Update: it was incredible.
i did catch lawrence of arabia at the paris and it was a very special experience, although honestly i think the best part of seeing it live was not the fact that it looked incredible (although it did) but the fact that watching it at home with all the cultural weight of capital-I Importance attached to it, i’m honestly not sure i would have picked up on what was very clear watching it with an audience, which is that it’s also very funny.
for similar reasons, meaning more crowd-related than anything although yes the big screen is nice, i’m so glad a friend of mine mann-pilled me a while back and the first time i saw heat was at a sold-out showing… i’ve since seen the insider, blackhat, & thief on the big screen (and kinda wish i’d waited on collateral, although i did not have any trouble loving it at home) and IME mann people really bring a distinct palpable love to mann movies that is incredibly fun to be around.
Blackhat on the big screen actually made that movie finally click for me!
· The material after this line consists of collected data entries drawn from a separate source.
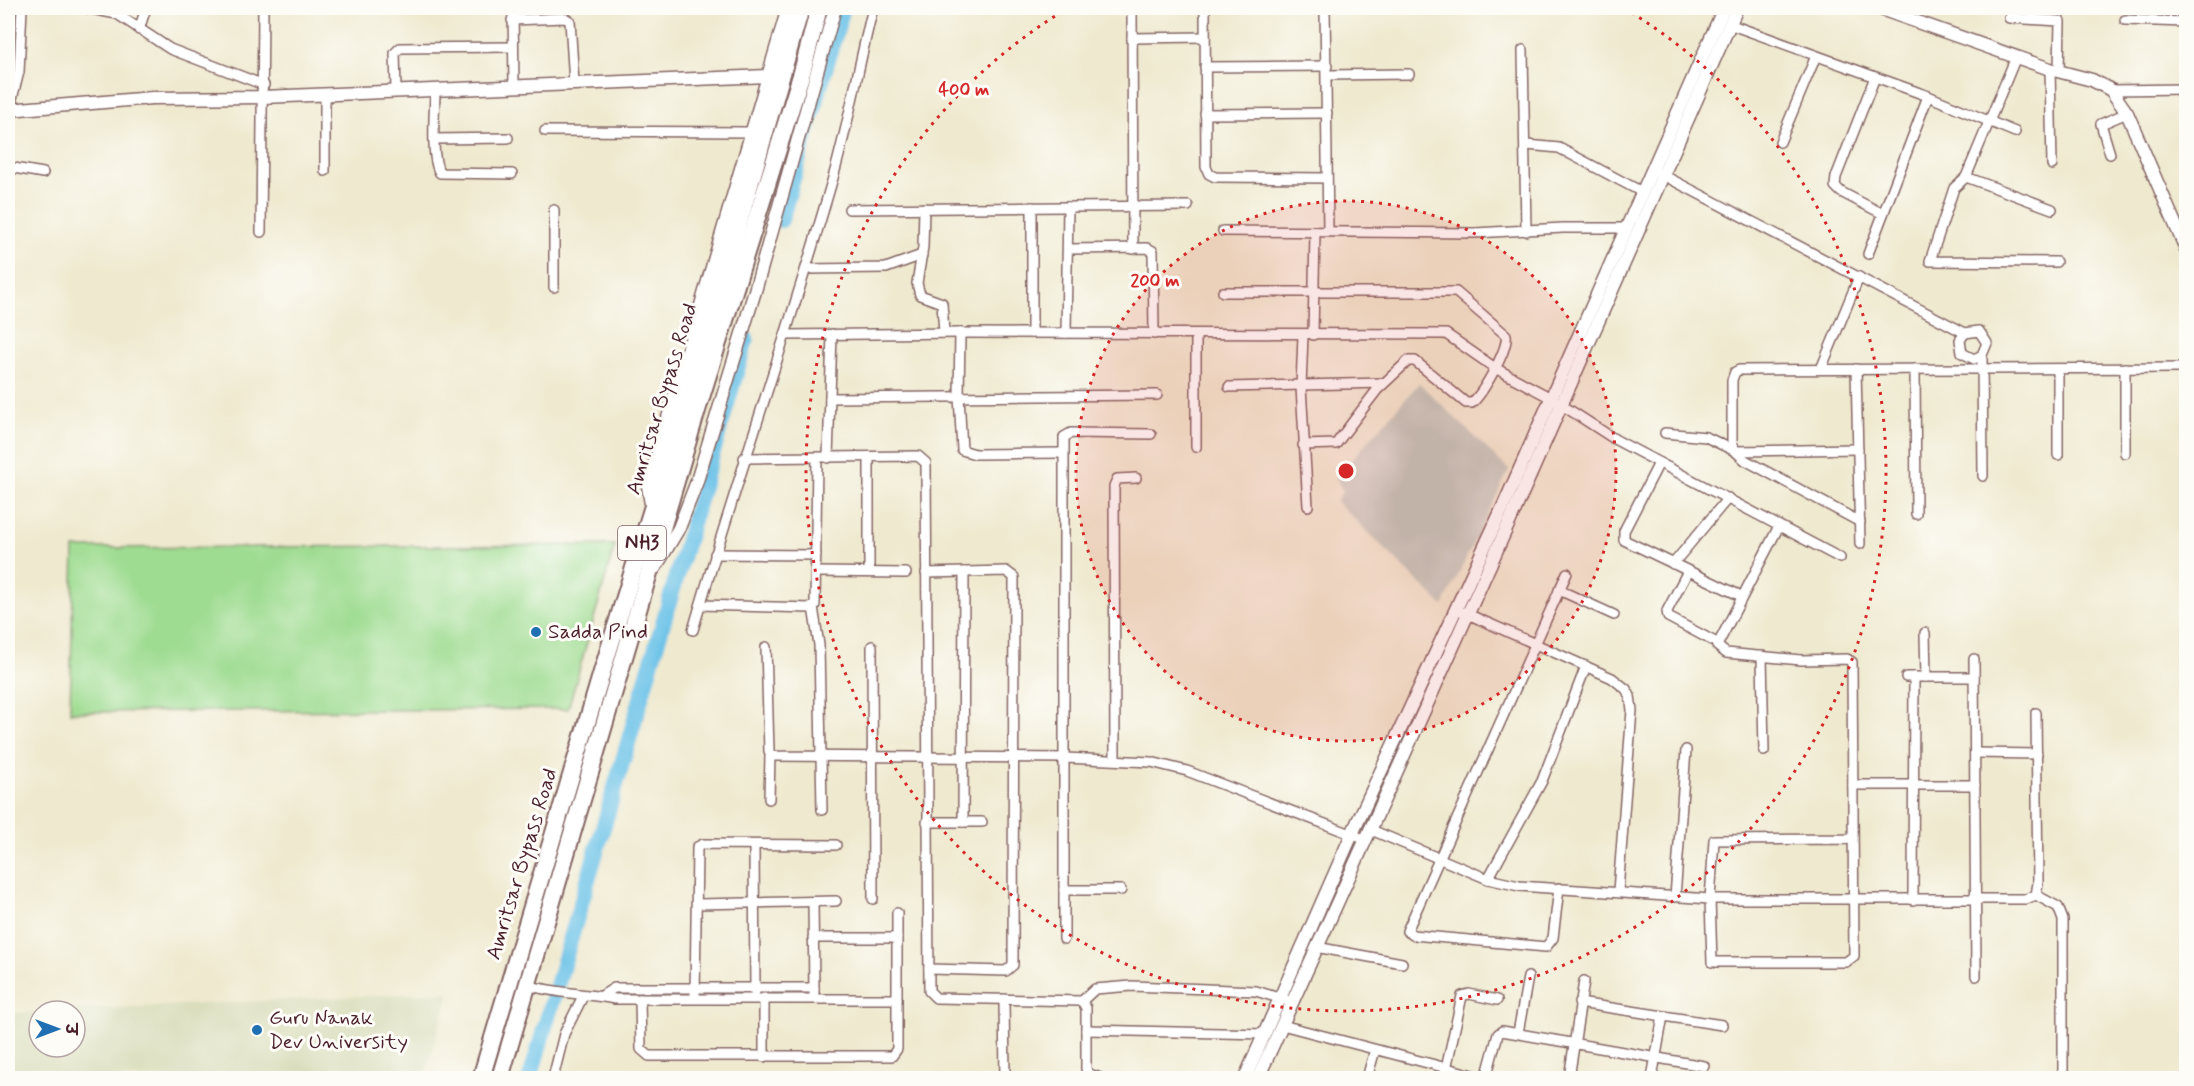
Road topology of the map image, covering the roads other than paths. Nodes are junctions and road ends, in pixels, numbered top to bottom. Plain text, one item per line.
1 (22, 8) edge
2 (86, 8) edge
3 (146, 8) edge
4 (263, 8) edge
5 (513, 8) edge
6 (788, 8) edge
7 (801, 8) edge
8 (819, 8) edge
9 (835, 8) edge
10 (873, 8) edge
11 (1132, 8) edge
12 (1205, 8) edge
13 (1325, 8) edge
14 (1724, 8) edge
15 (1737, 8) edge
16 (1878, 8) edge
17 (2009, 18) dead end
18 (512, 20) junction
19 (2125, 20) dead end
20 (2187, 21) edge
21 (1730, 24) junction
22 (139, 30) junction
23 (1205, 37) junction
24 (1132, 38) junction
25 (513, 47) junction
26 (1523, 50) dead end
27 (1816, 56) junction
28 (2016, 57) junction
29 (1205, 67) junction
30 (2055, 70) junction
31 (1327, 71) junction
32 (1409, 74) dead end
33 (768, 76) junction
34 (1875, 77) junction
35 (574, 83) junction
36 (514, 87) junction
37 (2187, 88) edge
38 (396, 90) junction
39 (435, 90) junction
40 (2111, 90) junction
41 (263, 91) junction
42 (325, 94) junction
43 (1928, 96) junction
44 (8, 110) edge
45 (1327, 113) junction
46 (2127, 113) junction
47 (1205, 114) junction
48 (1989, 121) junction
49 (545, 131) dead end
50 (752, 132) junction
51 (2015, 132) dead end
52 (508, 138) dead end
53 (435, 139) junction
54 (1780, 142) dead end
55 (1527, 145) junction
56 (2110, 154) dead end
57 (2052, 165) dead end
58 (8, 167) edge
59 (325, 171) dead end
60 (43, 172) dead end
61 (1657, 172) junction
62 (512, 174) dead end
63 (1966, 177) junction
64 (1328, 178) junction
65 (1642, 192) junction
66 (1133, 206) junction
67 (1188, 206) dead end
68 (1032, 207) junction
69 (1068, 207) junction
70 (924, 208) junction
71 (849, 209) dead end
72 (2052, 209) dead end
73 (554, 210) dead end
74 (1884, 214) junction
75 (1626, 228) junction
76 (1223, 231) dead end
77 (1328, 231) junction
78 (1526, 231) junction
79 (261, 232) dead end
80 (1315, 232) junction
81 (1068, 249) junction
82 (1133, 249) junction
83 (2187, 249) edge
84 (1868, 254) dead end
85 (922, 255) junction
86 (2056, 262) dead end
87 (806, 269) junction
88 (1859, 277) junction
89 (554, 287) dead end
90 (1223, 292) dead end
91 (1313, 292) junction
92 (944, 333) junction
93 (960, 333) junction
94 (1032, 333) junction
95 (1066, 333) junction
96 (1965, 333) junction
97 (832, 334) junction
98 (1154, 334) junction
99 (1196, 334) junction
100 (786, 335) junction
101 (1308, 335) junction
102 (1983, 355) junction
103 (2126, 368) junction
104 (2187, 368) edge
105 (1495, 369) junction
106 (1821, 369) junction
107 (1856, 369) junction
108 (1915, 369) junction
109 (1983, 369) junction
110 (2058, 369) junction
111 (1383, 383) junction
112 (1229, 387) dead end
113 (1301, 387) junction
114 (1157, 395) dead end
115 (958, 396) junction
116 (830, 398) junction
117 (1556, 402) junction
118 (1665, 433) dead end
119 (1151, 434) dead end
120 (1303, 445) junction
121 (1196, 447) dead end
122 (1858, 449) junction
123 (1736, 451) junction
124 (1063, 453) junction
125 (2126, 453) dead end
126 (2058, 455) dead end
127 (869, 457) junction
128 (744, 458) junction
129 (828, 458) junction
130 (817, 459) junction
131 (1659, 463) junction
132 (1983, 476) dead end
133 (1136, 478) dead end
134 (1728, 498) junction
135 (1308, 506) dead end
136 (652, 508) junction
137 (1916, 514) dead end
138 (1860, 522) junction
139 (1779, 526) junction
140 (1860, 544) dead end
141 (715, 554) junction
142 (816, 555) junction
143 (1840, 558) dead end
144 (1673, 564) junction
145 (1688, 571) junction
146 (816, 572) junction
147 (869, 572) junction
148 (964, 572) junction
149 (906, 573) dead end
150 (926, 573) junction
151 (1567, 573) dead end
152 (647, 581) junction
153 (1559, 590) junction
154 (1741, 596) junction
155 (700, 605) junction
156 (813, 607) junction
157 (1461, 612) junction
158 (1614, 615) dead end
159 (693, 630) dead end
160 (1925, 633) dead end
161 (1717, 643) junction
162 (1534, 644) junction
163 (872, 646) dead end
164 (766, 647) dead end
165 (1762, 656) junction
166 (1974, 659) dead end
167 (1586, 666) junction
168 (1926, 677) junction
169 (1974, 677) junction
170 (2036, 713) dead end
171 (1686, 750) dead end
172 (1764, 750) dead end
173 (1975, 753) junction
174 (2037, 754) junction
175 (770, 755) junction
176 (822, 756) junction
177 (871, 757) junction
178 (927, 757) junction
179 (964, 757) junction
180 (1016, 757) junction
181 (1065, 758) junction
182 (1115, 758) junction
183 (1853, 785) junction
184 (1914, 785) junction
185 (1975, 785) junction
186 (769, 799) dead end
187 (822, 810) dead end
188 (927, 822) junction
189 (963, 822) junction
190 (982, 822) dead end
191 (1362, 834) junction
192 (1853, 839) junction
193 (754, 844) junction
194 (836, 845) dead end
195 (1438, 859) junction
196 (1488, 879) junction
197 (1559, 888) junction
198 (1064, 890) junction
199 (1121, 890) dead end
200 (1618, 891) junction
201 (2036, 895) junction
202 (1675, 897) junction
203 (1853, 898) junction
204 (873, 899) dead end
205 (1710, 899) junction
206 (1976, 899) junction
207 (1913, 900) junction
208 (836, 901) dead end
209 (813, 902) junction
210 (754, 903) junction
211 (697, 904) junction
212 (897, 913) dead end
213 (813, 938) junction
214 (897, 938) junction
215 (1064, 939) dead end
216 (1316, 947) junction
217 (1402, 963) dead end
218 (929, 969) junction
219 (1528, 976) dead end
220 (1976, 976) dead end
221 (1584, 981) dead end
222 (696, 986) junction
223 (533, 987) junction
224 (755, 987) junction
225 (814, 988) junction
226 (603, 995) junction
227 (578, 996) junction
228 (695, 998) junction
229 (759, 998) junction
230 (640, 999) junction
231 (814, 999) junction
232 (897, 999) junction
233 (1004, 999) junction
234 (1287, 1000) junction
235 (1497, 1000) dead end
236 (1083, 1001) junction
237 (1579, 1003) junction
238 (1663, 1016) junction
239 (1282, 1024) junction
240 (1722, 1025) dead end
241 (1086, 1030) junction
242 (1518, 1033) junction
243 (1265, 1034) junction
244 (1574, 1041) junction
245 (1375, 1050) junction
246 (764, 1057) junction
247 (1656, 1057) junction
248 (1704, 1066) dead end
249 (1446, 1069) junction
250 (481, 1078) edge
251 (500, 1078) edge
252 (553, 1078) edge
253 (1005, 1078) edge
254 (1100, 1078) edge
255 (1245, 1078) edge
256 (1258, 1078) edge
257 (1367, 1078) edge
258 (1485, 1078) edge
259 (1569, 1078) edge
260 (1652, 1078) edge
261 (2063, 1078) edge

1 - 44 street
2 - 22 street
3 - 22 street
4 - 41 street
5 - 18 street
6 - 33 street
7 - 136 highway, Amritsar Bypass Road / NH3
8 - 152 highway, Amritsar Bypass Road / NH3
9 - 152 street
10 - 87 street
11 - 24 street
12 - 23 street
13 - 31 street
14 - 61 street
15 - 21 street
16 - 28 street
17 - 30 street
18 - 25 street
18 - 35 street
19 - 20 street
21 - 27 street
21 - 61 street
22 - 41 street
23 - 24 street
23 - 29 street
24 - 66 street
25 - 36 street
25 - 38 street
26 - 55 street
27 - 34 street
27 - 54 street
28 - 30 street
28 - 48 street
29 - 31 street
29 - 47 street
30 - 40 street
30 - 57 street
31 - 32 street
31 - 45 street
33 - 35 street
33 - 50 street
34 - 43 street
34 - 74 street
35 - 36 street
36 - 39 street
37 - 40 street
38 - 39 street
38 - 42 street
39 - 53 street
40 - 46 street
41 - 42 street
41 - 44 street
41 - 79 street
42 - 59 street
43 - 48 street
43 - 74 street
45 - 47 street
45 - 64 street
46 - 56 street
46 - 83 street
47 - 64 street
48 - 51 street
48 - 63 street
49 - 50 street
50 - 136 street
52 - 53 street
53 - 62 street
55 - 65 street
55 - 78 street
58 - 60 street
61 - 65 street
61 - 88 street
61 - 117 street
63 - 72 street
63 - 86 street
64 - 77 street
65 - 75 street
66 - 67 street
66 - 69 street
66 - 82 street
68 - 69 street
68 - 70 street
68 - 94 street
69 - 81 street
70 - 71 street
70 - 85 street
73 - 89 street
74 - 84 street
75 - 78 street
75 - 117 street
76 - 80 street
77 - 78 street
77 - 80 street
80 - 91 street
81 - 82 street
81 - 95 street
82 - 98 street
85 - 87 street
85 - 92 street
87 - 100 street
88 - 96 street
88 - 106 street
90 - 91 street
91 - 101 street
91 - 105 street
92 - 93 street
92 - 97 street
93 - 94 street
93 - 115 street
94 - 95 street
95 - 98 street
96 - 102 street
96 - 102 street
97 - 100 street
97 - 116 street
98 - 99 street
99 - 101 street
99 - 121 street
100 - 128 street
101 - 105 street
101 - 113 street
102 - 109 street
103 - 104 street
103 - 110 street
103 - 125 street
105 - 111 street
105 - 117 street
106 - 107 street
106 - 123 street
107 - 108 street
107 - 122 street
108 - 109 street
108 - 137 street
109 - 110 street
109 - 132 street
110 - 126 street
111 - 113 street
111 - 120 street
112 - 113 street
113 - 120 street
114 - 115 street
115 - 116 street
115 - 124 street
116 - 129 street
117 - 131 street
117 - 157 street
118 - 123 street
119 - 124 street
120 - 135 street
122 - 123 street
122 - 138 street
123 - 138 street
124 - 181 street
127 - 129 street
127 - 147 street
127 - 150 street
128 - 130 street
128 - 141 street
129 - 130 street
130 - 142 street
131 - 134 street
131 - 144 street
133 - 182 street
134 - 139 street
134 - 144 street
136 - 250 highway, Amritsar Bypass Road / NH3
138 - 140 street
139 - 143 street
139 - 154 street
141 - 142 street
141 - 155 street
142 - 146 street
144 - 145 street
145 - 154 street
145 - 161 street
146 - 147 street
146 - 156 street
147 - 149 street
148 - 150 street
148 - 179 street
148 - 180 street
150 - 178 street
151 - 153 street
152 - 223 highway, Amritsar Bypass Road / NH3
153 - 158 street
153 - 162 street
154 - 161 street
155 - 156 street
155 - 159 street
156 - 176 street
157 - 162 street
157 - 191 street
160 - 168 street
161 - 165 street
162 - 167 street
162 - 195 street
163 - 177 street
164 - 175 street
165 - 172 street
165 - 183 street
166 - 169 street
167 - 196 street
167 - 200 street
168 - 169 street
168 - 184 street
169 - 173 street
170 - 174 street
171 - 202 street
173 - 174 street
173 - 185 street
174 - 201 street
175 - 176 street
175 - 186 street
176 - 177 street
176 - 187 street
177 - 178 street
177 - 204 street
178 - 179 street
178 - 188 street
179 - 180 street
179 - 189 street
180 - 181 street
180 - 218 street
181 - 182 street
181 - 198 street
182 - 191 street
183 - 184 street
183 - 192 street
184 - 185 street
184 - 207 street
185 - 206 street
188 - 189 street
188 - 218 street
189 - 190 street
191 - 195 street
191 - 216 street
191 - 234 street
192 - 203 street
192 - 205 street
193 - 194 street
193 - 210 street
193 - 211 street
195 - 196 street
195 - 197 street
196 - 197 street
197 - 200 street
198 - 199 street
198 - 215 street
200 - 202 street
201 - 206 street
201 - 261 street
202 - 205 street
203 - 205 street
203 - 205 street
203 - 207 street
206 - 207 street
206 - 220 street
208 - 209 street
209 - 210 street
209 - 213 street
210 - 211 street
210 - 224 street
211 - 222 street
212 - 214 street
213 - 214 street
213 - 225 street
214 - 232 street
216 - 217 street
216 - 234 street
218 - 233 street
219 - 242 street
221 - 237 street
222 - 224 street
222 - 226 street
222 - 228 street
223 - 227 street
223 - 251 highway, Amritsar Bypass Road / NH3
224 - 225 street
224 - 229 street
225 - 231 street
226 - 227 street
226 - 230 street
227 - 252 street
228 - 229 street
228 - 230 street
229 - 231 street
229 - 246 street
230 - 246 street
231 - 232 street
232 - 246 street
233 - 236 street
233 - 253 street
234 - 236 street
234 - 239 street
234 - 243 street
235 - 249 street
236 - 241 street
237 - 238 street
237 - 244 street
238 - 240 street
238 - 247 street
239 - 245 street
239 - 256 street
241 - 243 street
241 - 254 street
242 - 244 street
242 - 258 street
243 - 255 street
244 - 247 street
244 - 259 street
245 - 249 street
245 - 257 street
247 - 248 street
247 - 260 street
249 - 258 street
I love a Mann crowd too...
'The Romance of American Communism' is so good, super highly recommend!!!
I am simply obsessed with Vivian Gornick... loved everything of hers that I've read!
i read the romance of american communism just a couple months ago and i agree. and it's a breezy read!
when i was a preteen i never really read physical books and i used to justify it to myself by saying that if the book was good enough it would hit even without the warmth and tactility of an ideal reading experience to draw me in. i guess i've retained this conviction even into adulthood because yesterday i watched fury road for the first time on my laptop ;-; it was great but i've probably spoiled a bunch of great movies for myself that way.
i am still holding out for memoria obviously although i doubt it will ever come my way. a wim wenders would be really nice...end of eva a couple months ago was definitely worth the bus ride
(also good luck on your residency! that's so sick the adirondacks seem heavenly)
I really spent like a good decade of my life watching things on laptop and have no knock against, to be sure! For years movies were either out of reach (geographically, economically) and I had to make due with what I could get either on a p*rating website or via someone else's google drive. Hugely formative!! I do hope you get to see Memoria though because that's a special one.